Empowering Women Micro Entrepreneurs in Indonesia
Micro, Small and Medium Enterprises (MSMEs) are of vital importance to the socio-economic growth of a country. In Indonesia, MSME sector also contribute significantly to employment and income generation. According to the data of Indonesian Ministry of Cooperative and SME, MSMEs in Indonesia contribute almost 58 percent of real GDP in 2012. MSMEs account for more than 97 percent of total employment in 2012. Despite the high contribution to employment generation, many MSMEs face difficulties to grow and expand their business to become big enterprises.

The challenges of MSMEs are even greater for women entrepreneurs. Although there is a global rise of women entrepreneurs reported, their growth has not been showing the promising/a promising trend. The World Bank’s Gender at Work (2014) also reports that women are more economically excluded than men on virtually every global measure. One of the main challenges faced by MSMEs, including women micro entrepreneur is the lack of access to finance, as discussed in World Bank study on Improving Access to Finance in Indonesia (2011).

Women entrepreneurs have a lower propensity to seek external funding since most of them operate in sectors at lower capital intensity and at lower scale (OECD, 2014). Moreover, women are less educated than men and have lower financial literacy. Women entrepreneurs also tend to have a lower access to bank services than men such as checking and saving accounts. Global Findex stated that only 19.21 percent of women in Indonesia have accounts at formal financial institutions and only 8.15 percent received loan from financial institutions.

In order to support and strengthen the role of women micro entrepreneurs, DEFINIT and ACG were selected by the World Bank to conduct the survey on “Empowering Women Micro-Entrepreneurs in Indonesia.” The purpose of this survey is to identify the challenges and opportunities encountered by women micro entrepreneurs in Indonesia. This research mapped business condition and the economic potential of women micro entrepreneurs and identified the obstacles encountered by them.
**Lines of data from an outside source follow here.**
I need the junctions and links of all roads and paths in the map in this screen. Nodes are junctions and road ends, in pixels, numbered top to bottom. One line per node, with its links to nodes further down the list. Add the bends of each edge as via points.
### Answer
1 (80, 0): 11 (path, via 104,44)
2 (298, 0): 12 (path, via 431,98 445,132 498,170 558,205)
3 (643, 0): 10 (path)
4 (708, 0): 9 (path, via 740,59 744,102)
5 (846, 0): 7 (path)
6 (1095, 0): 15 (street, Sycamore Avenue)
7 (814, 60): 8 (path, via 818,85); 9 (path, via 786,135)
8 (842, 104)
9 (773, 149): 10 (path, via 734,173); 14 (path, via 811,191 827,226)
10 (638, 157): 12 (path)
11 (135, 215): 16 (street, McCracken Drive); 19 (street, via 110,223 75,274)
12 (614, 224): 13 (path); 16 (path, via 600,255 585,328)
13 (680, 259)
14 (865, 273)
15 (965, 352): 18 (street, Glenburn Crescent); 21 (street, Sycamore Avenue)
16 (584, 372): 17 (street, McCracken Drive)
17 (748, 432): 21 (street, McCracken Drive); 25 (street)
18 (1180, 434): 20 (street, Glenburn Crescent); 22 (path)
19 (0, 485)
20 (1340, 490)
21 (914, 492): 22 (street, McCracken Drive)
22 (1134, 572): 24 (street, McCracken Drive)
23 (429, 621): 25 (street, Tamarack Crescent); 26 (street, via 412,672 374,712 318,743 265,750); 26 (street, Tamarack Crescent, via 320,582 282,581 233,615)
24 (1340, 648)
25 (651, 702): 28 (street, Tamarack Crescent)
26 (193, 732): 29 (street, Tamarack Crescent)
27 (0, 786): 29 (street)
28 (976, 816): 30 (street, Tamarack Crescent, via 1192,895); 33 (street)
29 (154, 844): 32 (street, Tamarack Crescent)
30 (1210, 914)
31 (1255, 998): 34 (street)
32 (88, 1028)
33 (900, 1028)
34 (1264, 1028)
This survey consists of two types of survey, i.e., 1) demand-side survey and 2) supply-side survey. This survey was conducted in 8 provinces in Indonesia, in 16 districts, and in 48 villages. The number of respondents that had been interviewed in demand-side survey is 1.633 respondents. Meanwhile, the number of respondents in supply-side survey that are represented by local governments, Micro Financial Institutions (MFIs), and Business Development Service (BDS) providers is 343 respondents. The result of this study could show the real condition of women micro entrepreneurs in Indonesia. Therefore, the resulted policy recommendation can effectively support and strengthen women micro entrepreneurs.